“What could possibly go wrong?”

Well, it turns out quite a lot really.

I managed to step on a social-media landmine… The worst kind… The “cancelling” kind.

And that’s before being cancelled became the new black. Back then this was news worthy (albeit on what I am certain was a quiet news-week) and made national press. I had TV companies ringing me up for comment. It was front page of the Times, Mail, Twitter trending. I’d had a pal trend on me a few years back and he had warned me that it is one of the most unpleasant experiences of his life. We’re not designed to try and quantify and cope with THAT amount of hate, projection, objectification. It is utterly de-humanising. Utterly bewildering. From an exposure POV I was thankfully given a royal pardon two days later when Elizabeth II sadly passed away. I was glad to be robbed of any remaining vestige of column inches as a consequence.

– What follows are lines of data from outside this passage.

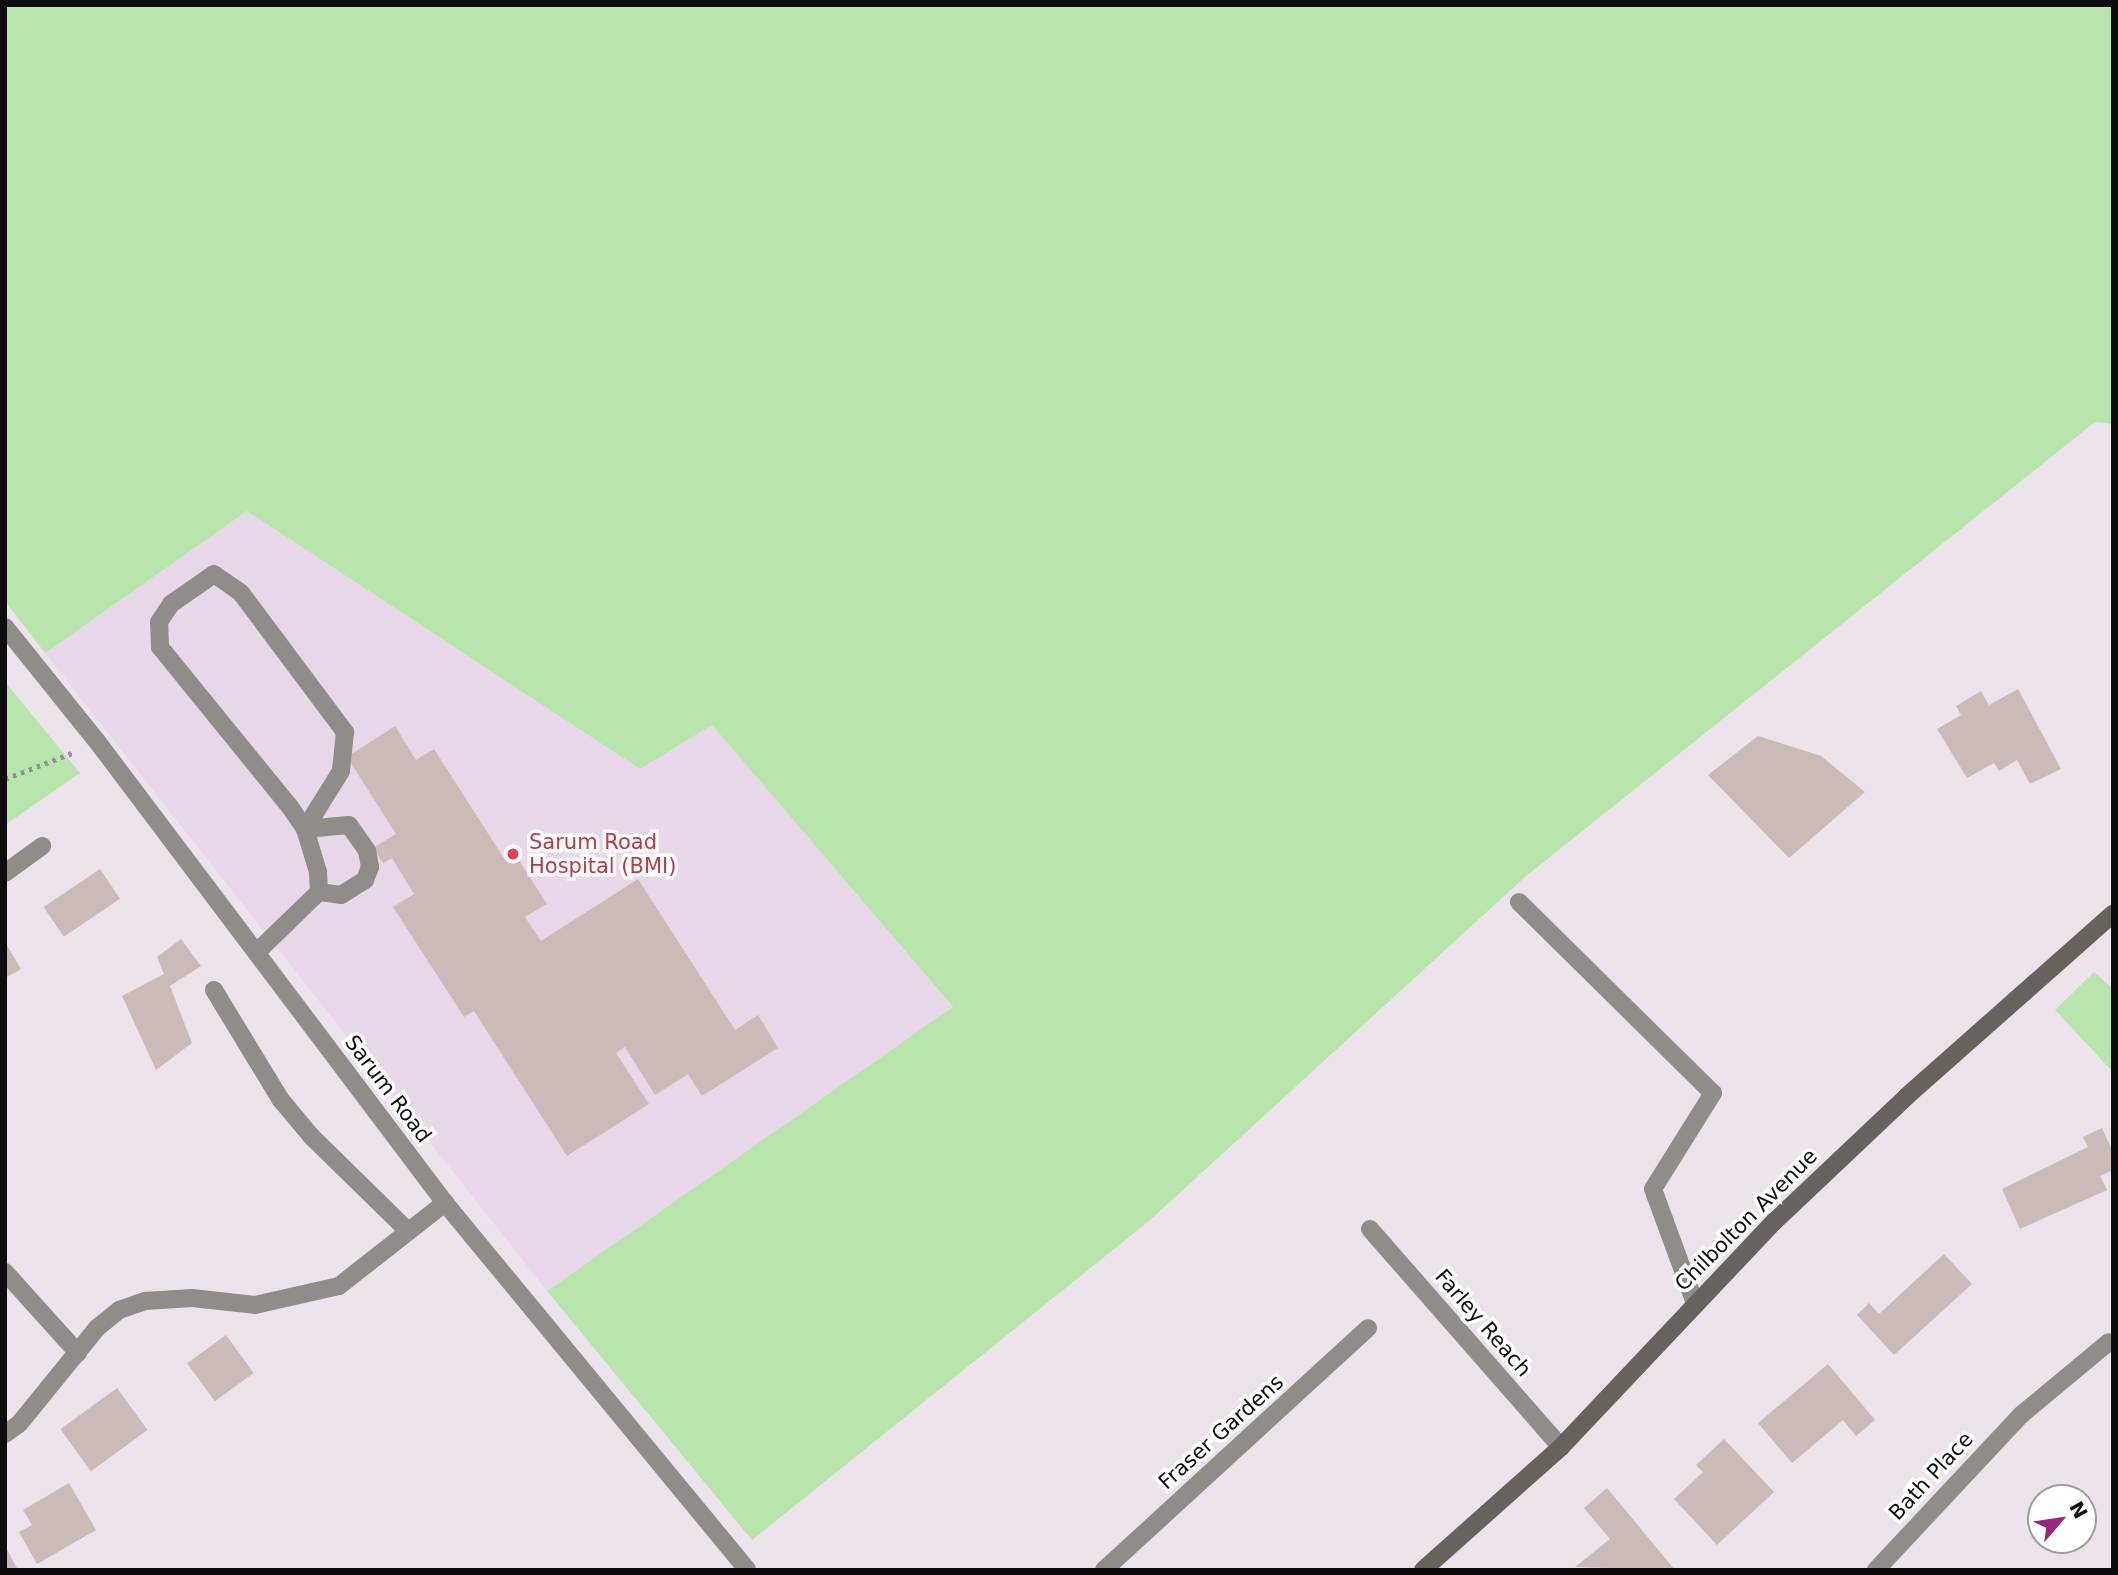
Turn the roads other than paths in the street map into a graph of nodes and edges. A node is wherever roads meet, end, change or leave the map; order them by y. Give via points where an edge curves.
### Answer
1 (5, 627) edge
2 (305, 829) junction
3 (42, 846) dead end
4 (5, 873) edge
5 (319, 892) junction
6 (1519, 902) dead end
7 (2113, 914) edge
8 (257, 952) junction
9 (214, 990) dead end
10 (445, 1203) junction
11 (1370, 1229) dead end
12 (408, 1231) junction
13 (5, 1272) edge
14 (1695, 1303) junction
15 (1368, 1328) dead end
16 (2109, 1342) dead end
17 (78, 1353) junction
18 (5, 1434) edge
19 (1562, 1447) junction
20 (747, 1570) edge
21 (1104, 1570) edge
22 (1423, 1570) edge
23 (1876, 1570) edge

1 - 8 street, Sarum Road
2 - 2 street via 160,647 159,622 171,604 214,574 240,593 345,732 341,771
2 - 5 street
2 - 5 street via 349,825 367,851 370,867 365,880 341,895
3 - 4 street
5 - 8 street
6 - 14 street via 1713,1093 1653,1189
7 - 14 main road, Chilbolton Avenue via 1908,1096
8 - 10 street, Sarum Road
9 - 12 street via 281,1100 311,1136
10 - 12 street
10 - 20 street, Sarum Road
11 - 19 street, Farley Reach
12 - 17 street via 339,1286 255,1306 192,1298 145,1301 119,1310 97,1328
13 - 17 street
14 - 19 main road, Chilbolton Avenue
15 - 21 street, Fraser Gardens
16 - 23 street, Bath Place via 2021,1415
17 - 18 street via 19,1424
19 - 22 main road, Chilbolton Avenue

The details of what happened next surrounding it is not for this Journal. I’m writing a book about it as a cautionary tale. What is totally jarring about the whole experience is that something you elected to do, voluntarily. Something you were in control of, leads to something totally out of your control. Its like a book you were writing suddenly gets snatched out of your hands and finished on your behalf without any discussion as to the plot arc and character development you had planned. That book is your life, and suddenly it is being authored by strangers. Who you are, what you stand for and indeed what should happen to you being written and decided upon by a committee of faceless narrators who haven’t even so much as had the pleasure of taking tea with you.

People around you will witness how terrifying this is and many (rightly so) want to get as far away from the dumpster fire as possible. It is here where the effects of these things go from psychological to material. I found myself in a cascading force majeure that I could never have prepared for. I won’t trouble you with the gory details but shit went south very quickly. I had over a hundred thousand pounds worth of private samples and a week’s worth of confirmed studio time & musician hours at Air. All for a score for a computer game being financed by a massive international corporation that was incredibly sensitive to public opinion, and the opinions of their staff. They politely pulled me into a zoom meet where two lawyers were present to tell me with well-rehearsed diplomacy that “they had decided to take the score in a different direction” (I hadn’t yet written or presented a note). I clung onto the rest of my work. But the money I had spent, and the invoices that were in the post, what I was on the hook for as “HOD” had cleaned me out completely. The reason I bother to write this in a journal about Crow Hill is not for sympathy. I took some risks that had always paid off in the past. This time they proved to me that they were a set of risks too far. But the reason I mention it is to merely illustrate that the barrel was empty, cupboard dry, pockets pulled out, backs of sofas harvested, the piggy bank smashed and pillaged before even considering starting this. I love being creative, but financial creativity is a bull I always hate fucking rodeoing on.

I loved the company I had helped build and had lost. That is a grief that will take years to deal with. I had worked hard and had given it immense dedication. But the true gutting sensation was reflecting on the extraordinary relationships I had struck with the many thousands of people who had become intimate in some way with what we, and to a certain degree what I made (undoubtably because of all my attention-seeking on YouTube). This relationship meant I had support flooding in and it was this that gave me the determination not to go quietly (or is it gently?) into the night.

Victimhood is a dangerous state of mind to put one’s self into and should be worked at to avoid. However it was the sense of loss… Not of money, or all that hard work (there are numerous fond memories from those escapades which are ample compensation). But it was the countless relationships I had developed with people trying to make music, or make it in the industry. Many people had expressed that they liked the way that I could be honest and NOT be appear to wallow in the victimhood we can all suffer in this pretty nasty industry. But to some degree be a good example of being a tenacious SOB (to fault) in my desire to make stuff I believed in and enjoyed doing happen. To crawl up into a soggy, beery ball and vanish would be a betrayal of so much of the advice I had been sharing on my YouTube channel. No matter how tempting the sodden beer-ball idea was at that time (so I kind of did both for a bit… But I’ll talk about that when we get to September 2024).

I still have some good years in me and feel nothing but strength from the encouragement I was getting from my friends, family and well-wishers. For that I will be forever thankful.

So it was on top of a hill near to where I live in Edinburgh, Scotland. Where I dreamt up the plan and the volcanic complex I was standing on is called Crow Hill.